--- Records shown Enclosed Below ---

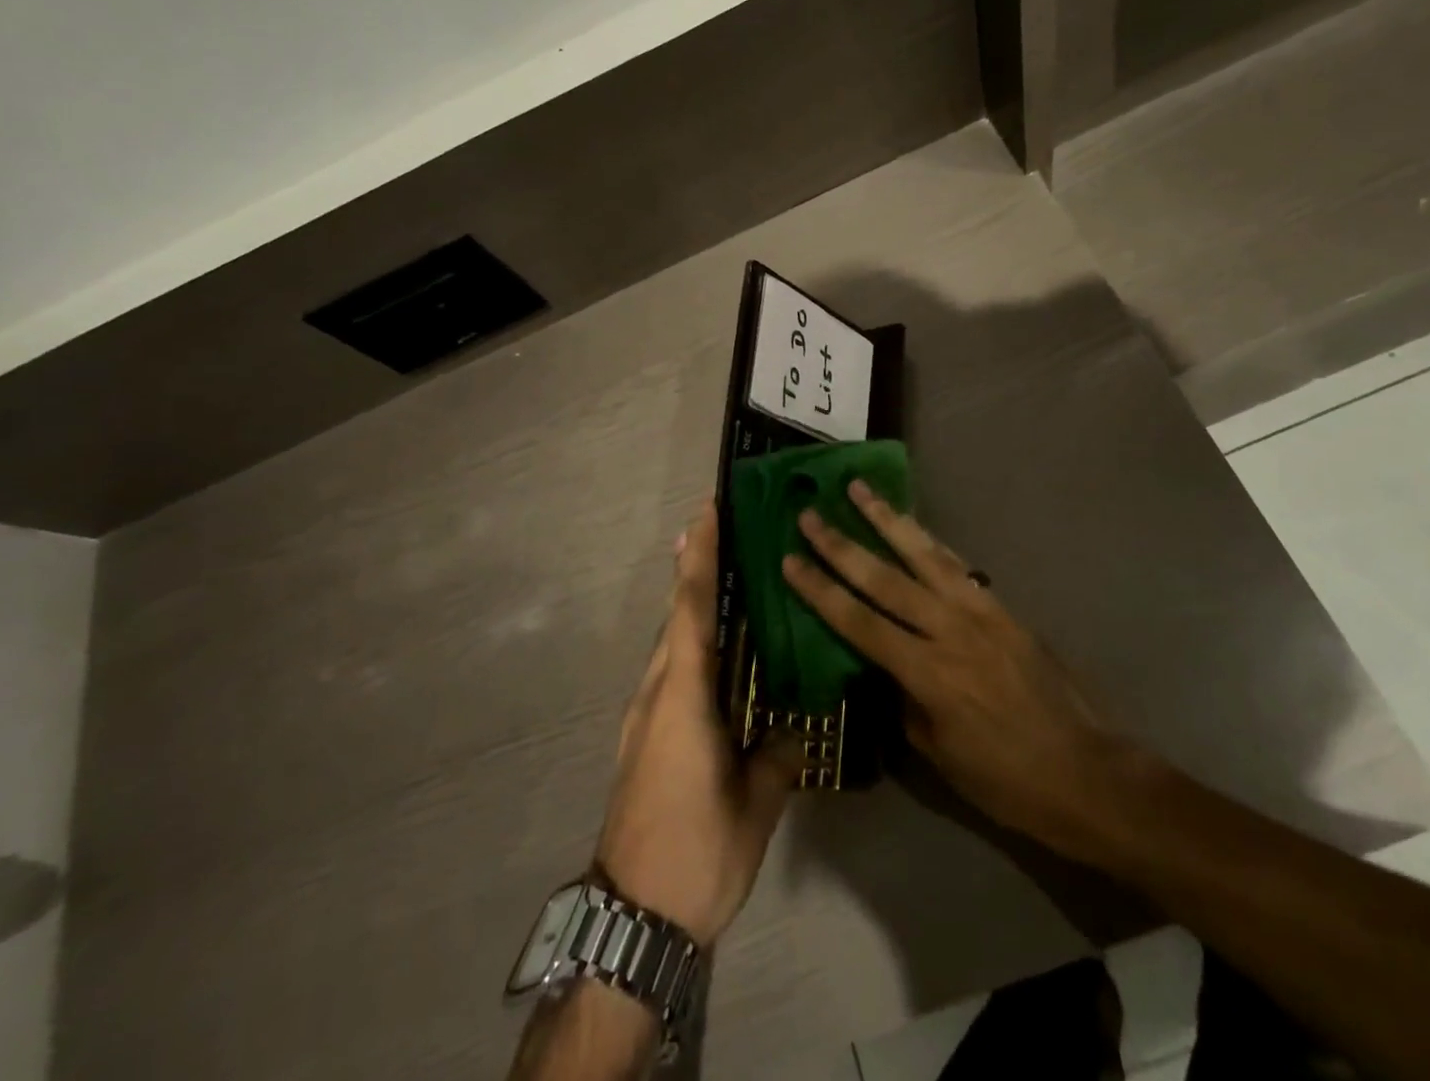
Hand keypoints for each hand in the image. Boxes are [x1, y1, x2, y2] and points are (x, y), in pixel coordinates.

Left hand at [594, 499, 801, 946]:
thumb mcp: (753, 807)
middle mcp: (657, 694)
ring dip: (692, 606)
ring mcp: (645, 715)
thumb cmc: (696, 853)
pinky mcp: (643, 736)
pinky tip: (717, 653)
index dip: (699, 559)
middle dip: (695, 571)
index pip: (692, 612)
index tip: (705, 513)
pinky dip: (689, 644)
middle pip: (677, 618)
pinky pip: (670, 671)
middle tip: (725, 531)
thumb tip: (796, 724)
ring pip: (671, 644)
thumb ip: (777, 756)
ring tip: (727, 578)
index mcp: (682, 698)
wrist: (632, 916)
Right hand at [782, 483, 1145, 864]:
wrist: (1087, 773)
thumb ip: (904, 701)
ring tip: (859, 488)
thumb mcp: (939, 755)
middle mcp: (949, 630)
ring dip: (886, 519)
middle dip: (841, 545)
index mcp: (928, 673)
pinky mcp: (1002, 607)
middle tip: (810, 514)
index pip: (858, 622)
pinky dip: (929, 539)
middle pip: (884, 578)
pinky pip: (956, 564)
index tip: (790, 560)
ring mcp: (980, 611)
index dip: (820, 590)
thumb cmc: (1006, 779)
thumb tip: (882, 666)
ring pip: (922, 554)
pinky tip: (912, 524)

--- End of Enclosed Records shown ---

▶ [Task statement]:
Repeat the entries above verbatim, but only from the line that has "ring dip: (692, 606)" down to the line that has "wrist: (1087, 773)", inclusive.

▶ [Answer section]:
ring dip: (692, 606)
ring mcp: (645, 715)
thumb cmc: (696, 853)
pinky mcp: (643, 736)
pinky tip: (717, 653)
index dip: (699, 559)
middle dip: (695, 571)
index pip: (692, 612)
index tip: (705, 513)
pinky dip: (689, 644)
middle pip: (677, 618)
pinky pip: (670, 671)
middle tip: (725, 531)
thumb tip: (796, 724)
ring pip: (671, 644)
thumb ip: (777, 756)
ring tip: (727, 578)
index mcp: (682, 698)
wrist: (632, 916)
Right hand at [782, 483, 1145, 864]:
wrist: (1087, 773)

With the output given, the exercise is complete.